By way of contrast, my own field (music) uses the “whichever one you happen to like the best” style guide, so I’ve always used Chicago. Citations in Chicago are typically done in footnotes (they can be in-text, but in practice they’re usually footnotes or endnotes). The footnotes constitute a parallel text to the main text that can contain parenthetical expansions, directions to further reading, anecdotes, and jokes. This means that the main text stays uncluttered, and that authors are encouraged to expand upon their citations. Titles and page numbers are given for every citation.
This is not just an issue of cosmetics or even the availability of information. It constitutes a totally different way of thinking about references. To use computer analogies, the Chicago method construes references as hyperlinks: they direct you somewhere you can find more information or verify what has just been said. It allows the author to qualify or comment on the value of a source. Thus, it demands acknowledgment up front that you are reading a text that can be criticized, and it directs you to other texts that can be criticized.
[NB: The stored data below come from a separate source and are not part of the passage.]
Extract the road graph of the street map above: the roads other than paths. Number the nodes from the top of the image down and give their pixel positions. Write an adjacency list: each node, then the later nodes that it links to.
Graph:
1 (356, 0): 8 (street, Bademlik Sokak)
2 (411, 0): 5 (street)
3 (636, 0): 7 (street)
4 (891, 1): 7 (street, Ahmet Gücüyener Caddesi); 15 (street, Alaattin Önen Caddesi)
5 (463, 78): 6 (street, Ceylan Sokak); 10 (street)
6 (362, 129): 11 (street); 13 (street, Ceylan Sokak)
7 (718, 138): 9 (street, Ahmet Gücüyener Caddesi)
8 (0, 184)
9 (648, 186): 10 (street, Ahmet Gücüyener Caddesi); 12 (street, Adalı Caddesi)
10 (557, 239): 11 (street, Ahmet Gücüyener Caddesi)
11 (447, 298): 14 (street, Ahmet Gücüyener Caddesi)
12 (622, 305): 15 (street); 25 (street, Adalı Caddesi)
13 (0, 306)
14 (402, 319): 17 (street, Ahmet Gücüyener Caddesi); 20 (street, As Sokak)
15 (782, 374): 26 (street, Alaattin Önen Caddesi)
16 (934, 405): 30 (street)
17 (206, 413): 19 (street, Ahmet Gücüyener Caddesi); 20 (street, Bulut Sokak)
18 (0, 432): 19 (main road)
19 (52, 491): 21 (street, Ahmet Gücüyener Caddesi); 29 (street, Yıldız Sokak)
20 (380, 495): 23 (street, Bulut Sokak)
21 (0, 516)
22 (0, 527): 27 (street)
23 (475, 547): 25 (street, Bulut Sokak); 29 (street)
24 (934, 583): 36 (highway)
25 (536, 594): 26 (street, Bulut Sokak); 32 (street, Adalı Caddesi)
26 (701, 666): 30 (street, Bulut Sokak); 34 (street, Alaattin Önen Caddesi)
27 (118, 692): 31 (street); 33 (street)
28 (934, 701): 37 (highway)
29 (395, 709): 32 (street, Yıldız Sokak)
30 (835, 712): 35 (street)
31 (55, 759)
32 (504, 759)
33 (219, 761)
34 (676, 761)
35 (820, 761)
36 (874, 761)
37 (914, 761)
On the other hand, APA treats citations as “includes”. A computer program has just one continuous effective text, but this text tends to be broken up through several different files and copied automatically into the main stream of text as needed. A computer can do this. A person cannot. The rhetoric of the social sciences treats “(Prendergast, van Schmuijens, and Koop, 2006)” not as a direction to read the corresponding study, but as a shorthand that straightforwardly copies the chunk of knowledge that study represents into the present context. It glosses over the fact that this may not always be possible or even desirable. Moreover, it glosses over the fact that the source may not actually say what the present author claims it does.
Fundamentally, APA citation is dishonest, in exactly the same ways that the field of psychology is dishonest. I’m not OK with that.